Advancements in Asthma Therapies
Asthma Management Guidelines
The assessment, diagnosis, and treatment of asthma is governed by 2 major guidelines: the Expert Panel Report 3 (EPR-3), published by the National Heart, Lung, and Blood Institute (last updated in 2007), and GINA, which is updated yearly.1,19 Both guidelines recommend an initial assessment to help characterize the patient’s asthma, which includes evaluation of precipitating factors, comorbidities that may aggravate asthma, and a review of asthma control to help classify asthma severity.1,19
Based on the severity of symptoms, lung function test results, and the level of asthma control, patients are first classified as having intermittent or persistent asthma. Persistent asthma is further stratified as mild, moderate, or severe.1 Patients should receive quick-relief medication and possibly long-term controller medication, depending on their asthma classification. Based on the pathophysiology, treatment is centered on anti-inflammatory therapy.

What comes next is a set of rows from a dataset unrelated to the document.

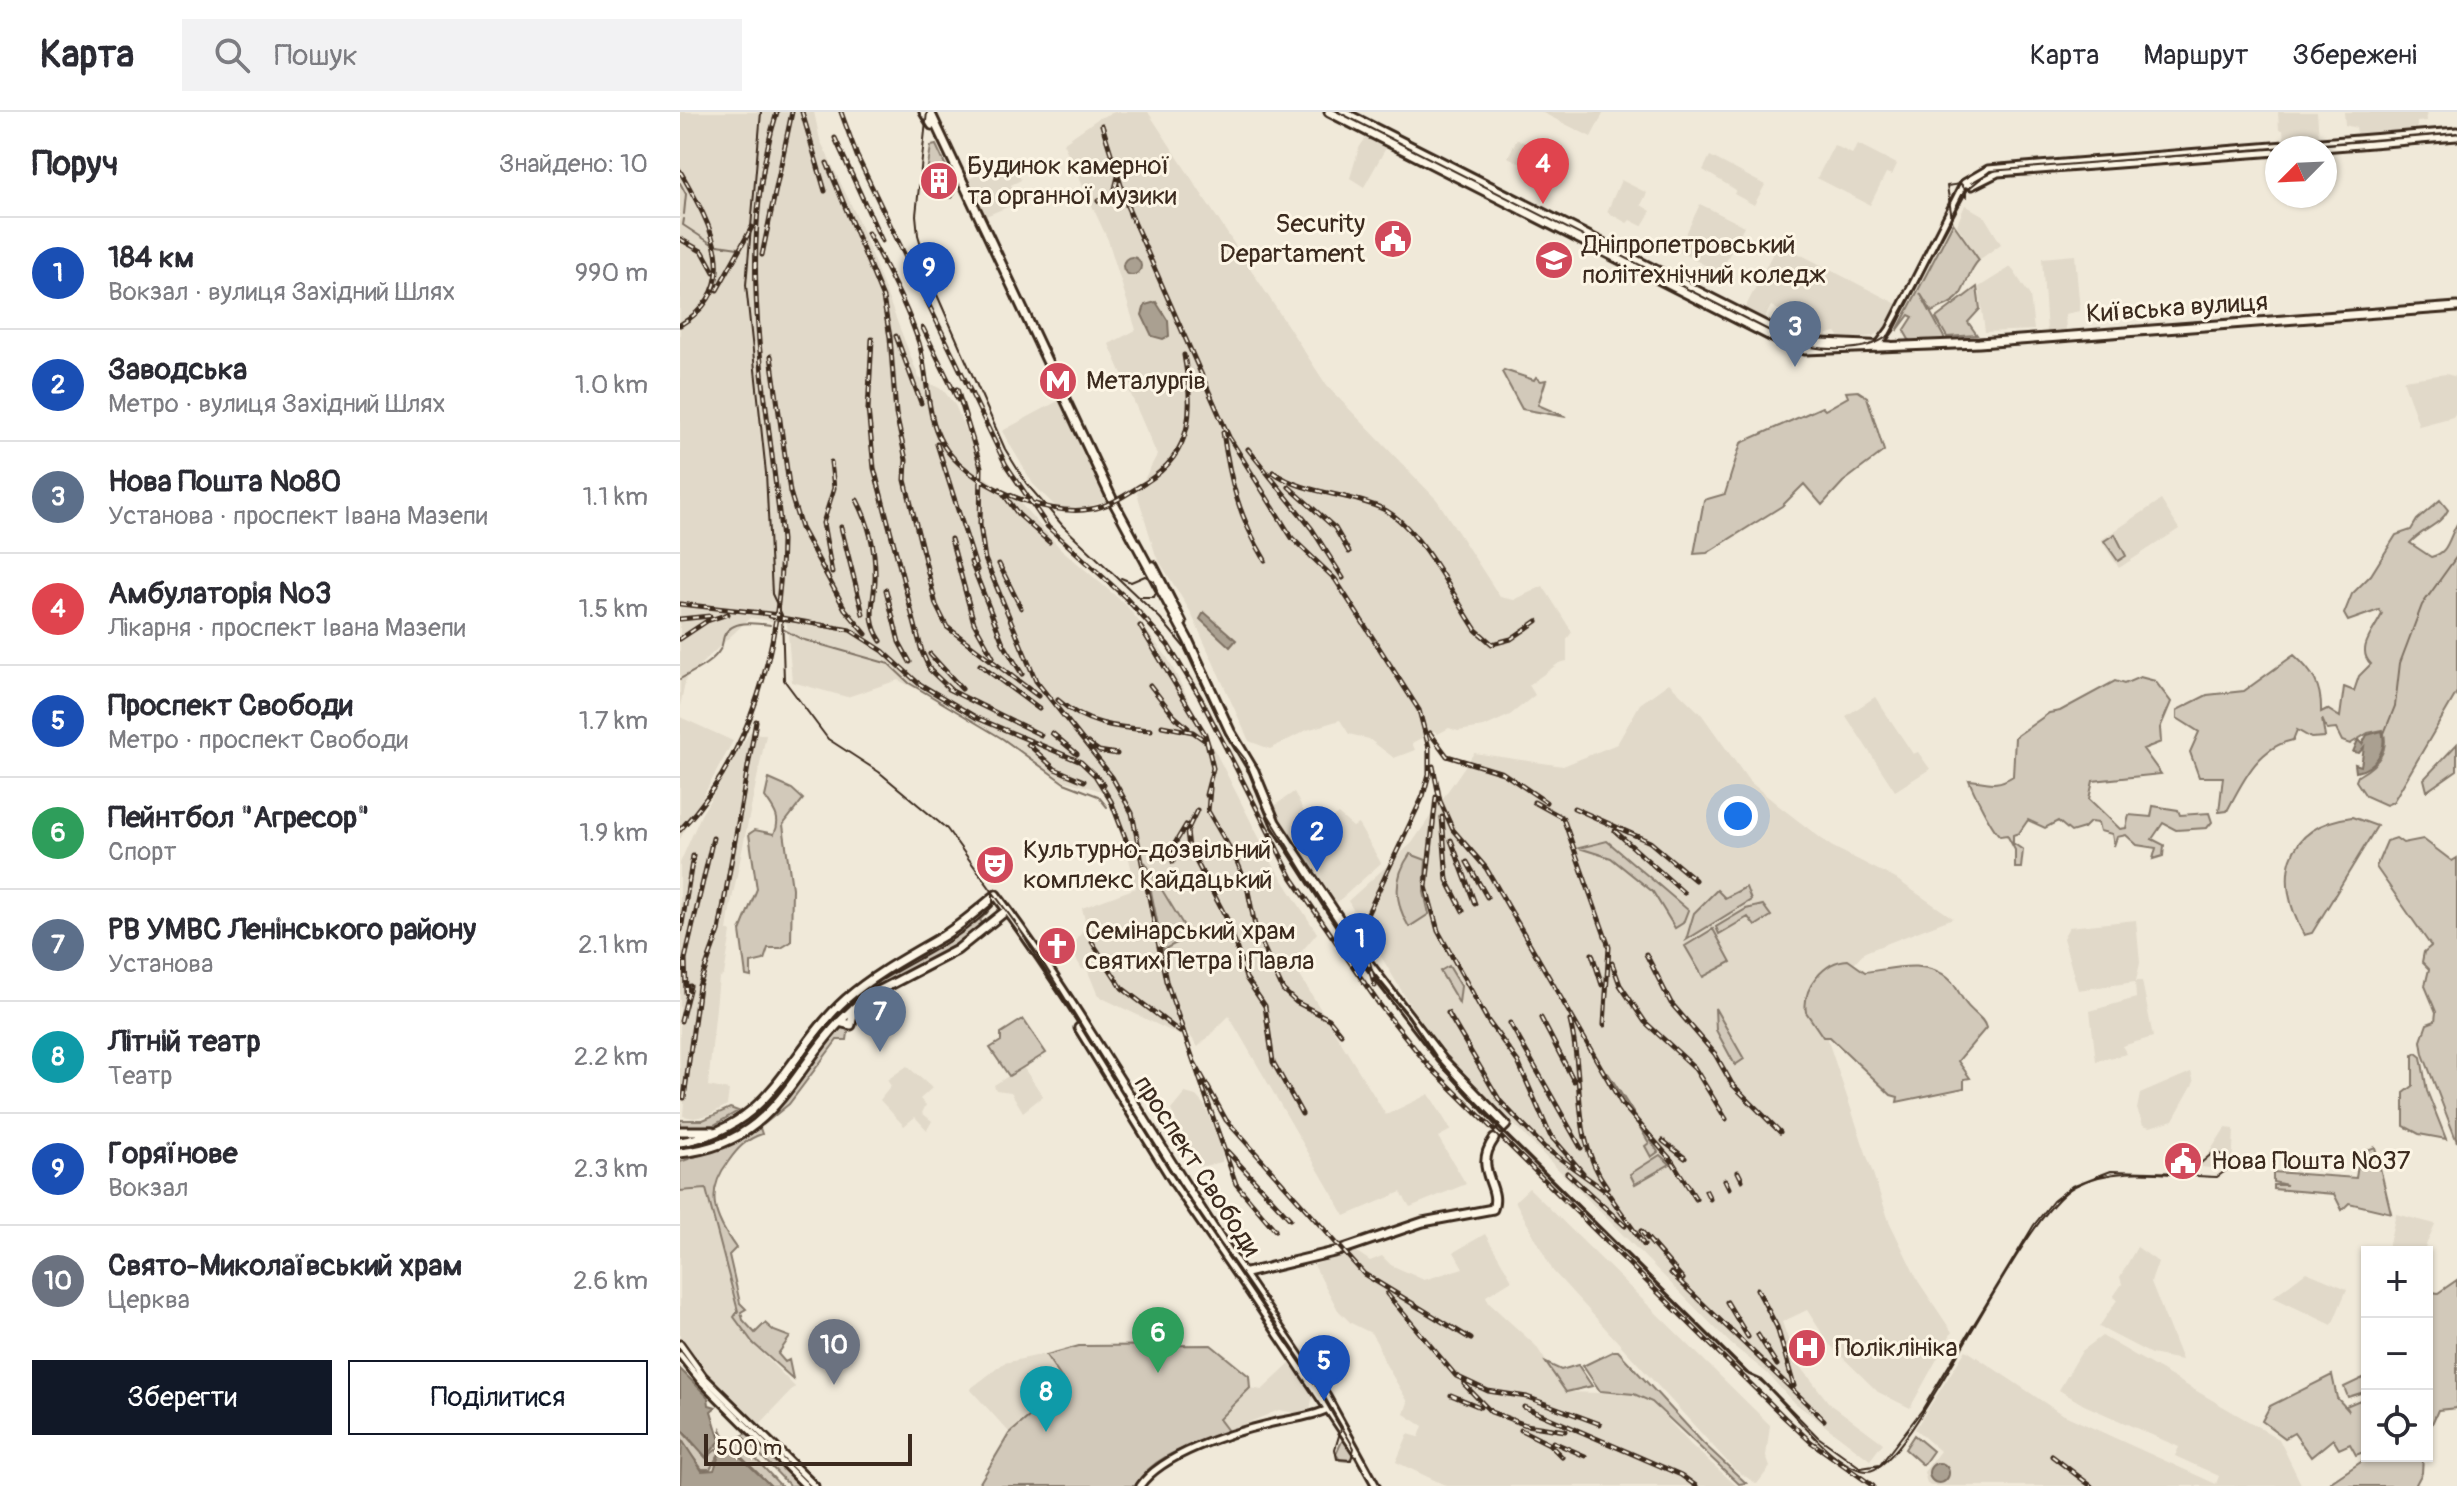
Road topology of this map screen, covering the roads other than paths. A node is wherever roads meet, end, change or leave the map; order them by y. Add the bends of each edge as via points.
1 (927, 112) edge
2 (1329, 112) edge
3 (1343, 112) edge
4 (2457, 131) edge
5 (2457, 137) edge
6 (2337, 147) edge
7 (2265, 153) edge
8 (1964, 183) junction
9 (2457, 307) edge
10 (1876, 346) junction
11 (1006, 911) junction
12 (819, 1030) junction
13 (828, 1036) junction
14 (1504, 1127) dead end
15 (680, 1131) edge
16 (714, 1132) junction
17 (1494, 1139) dead end
18 (680, 1142) edge
19 (716, 1145) junction
20 (680, 1156) edge
21 (1240, 1274) junction
22 (680, 1344) edge
23 (680, 1355) edge
24 (1330, 1407) junction
25 (806, 1486) edge
26 (815, 1486) edge
27 (1140, 1486) edge
28 (1376, 1486) edge

1 - 14 highway via 1275,822 1319,892 1442,1059
2 - 10 highway via 1786,344 1815,351
3 - 10 highway via 1798,342
4 - 8 main road via 1998,167
5 - 6 main road
7 - 8 main road via 1998,173 1972,186
8 - 10 main road via 1890,329
9 - 10 highway, Київська вулиця
11 - 12 highway, проспект Свободи via 994,896 847,998
11 - 13 highway via 957,950 869,996 854,1008 851,1025 839,1022
11 - 21 highway, проспект Свободи via 1176,1185
12 - 13 highway
12 - 16 highway via 775,1090
13 - 19 highway via 776,1106 759,1122
15 - 16 highway
16 - 18 highway
16 - 19 highway via 719,1138
17 - 21 highway via 1485,1151 1484,1167 1493,1209 1423,1222 1338,1251
19 - 20 highway
21 - 24 main road, проспект Свободи
22 - 26 main road via 703,1376
23 - 25 main road
24 - 27 main road via 1208,1444 1160,1465
24 - 28 main road, проспект Свободи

Periodic assessment of patients facilitates ongoing control of the disease. Patients are classified as being well controlled, not well controlled, or very poorly controlled based on the frequency of symptoms, quick-relief medication use, pulmonary function, and validated questionnaire scores.1
Therapy may be stepped up (increased) or stepped down (decreased) within the treatment algorithm. Table 11,19 provides a summary of the EPR-3 and GINA guidelines. Table 11,19 correlates medication therapies with the type of asthma. Medications are classified as being controller (regular maintenance), rescue (breakthrough relief), or add-on therapies (for severe asthma).19 Recommendations are based on both EPR-3 and GINA guidelines unless otherwise indicated. Of note, this article focuses on the medications that are long acting and used for long-term management. The importance of short-acting quick relief medications cannot be overlooked; however, they are not the highlight of this manuscript.